وَمِنْ آيَاتِهِ أَنْ خَلَقَ لَكُمْ مِنْ أَنْفُسِكُمْ أَزْوَاجًا لِتَسْكُنُوا إِلَيْهَا وَجَعَلَ بَيْنَكُمْ مَوَدَّةً وَرَحْمَةً إِنَّ فِي ذَلِكَ لَآيَاتٍ لِقَوْمٍ يَتَفَكَّرُونَ
“Dan di antara
tanda-tanda kekuasaan-Nya ialah Dia menciptakan untukmu istri-istri dari
jenismu sendiri, supaya kamu cenderung dan merasa tentram kepadanya, dan
dijadikan-Nya di antaramu rasa kasih dan sayang. Sesungguhnya pada yang
demikian itu benar-benar terdapat tanda-tanda bagi kaum yang berpikir.”
(Ar-Rum: 21)
Penjelasan
Beberapa Mufradat Ayat
مِنْ أَنْفُسِكُمْ
“Dari jenis
kalian.”
Yakni dari Bani
Adam yang menjadi pasangan kalian. (Tafsir Ibnu Katsir, Tafsir Al-Baghawi,
Fathul Qadir)
لِتَسْكُنُوا إِلَيْهَا
“Agar kamu merasa
tenang dan condong kepadanya.”
Sebab jika dari
dua jenis yang berbeda, tentu tidak mendatangkan ketenangan bersamanya dan
hatinya tidak condong kepadanya. (Tafsir Al-Alusi)
مَوَدَّةً
“Saling mencintai
dan mengasihi.”
Melalui tali
pernikahan, sebagian kalian condong kepada sebagian lainnya, yang sebelumnya
kalian tidak saling mengenal, tidak saling mencintai dan mengasihi. Ada yang
mengatakan bahwa yang dimaksud mawaddah adalah kecintaan seorang suami kepada
istrinya.

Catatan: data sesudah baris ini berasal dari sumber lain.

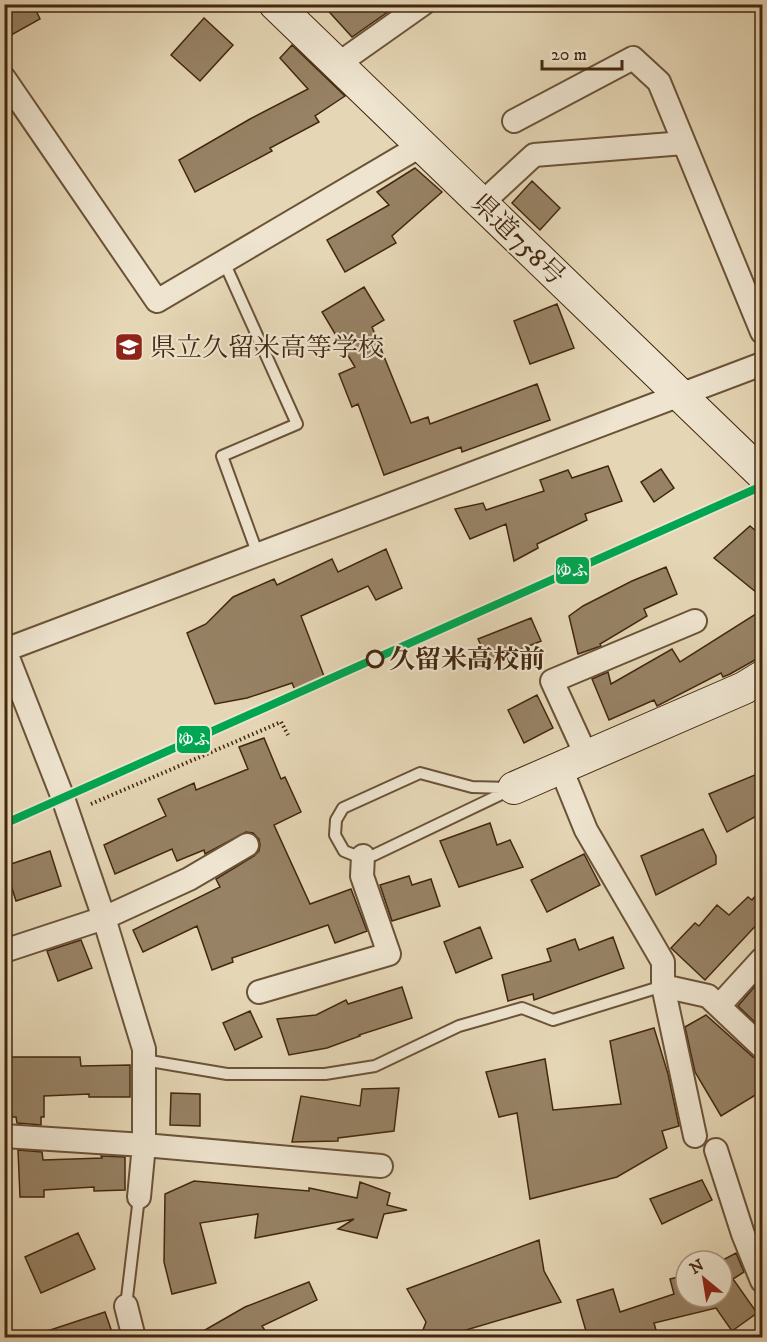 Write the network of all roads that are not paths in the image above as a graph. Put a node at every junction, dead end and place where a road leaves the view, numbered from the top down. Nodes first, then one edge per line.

Diriwayatkan dari Mujahid bahwa beliau menafsirkan mawaddah dengan
makna bersetubuh. (Fathul Qadir karya Asy-Syaukani rahimahullah)
وَرَحْمَةً
“Dan kasih
sayang.”
Adapula yang
mengatakan bahwa yang dimaksud adalah perasaan kasih seorang lelaki kepada
istrinya dari tertimpa keburukan. Diriwayatkan dari Mujahid rahimahullahu,
beliau mengatakan: “Rahmah adalah anak.” (Fathul Qadir)
Penjelasan Makna
Ayat
Al-’Allamah
Abdurrahman As-Sa’di rahimahullahu berkata: “ ‘Di antara tanda-tanda kekuasaan’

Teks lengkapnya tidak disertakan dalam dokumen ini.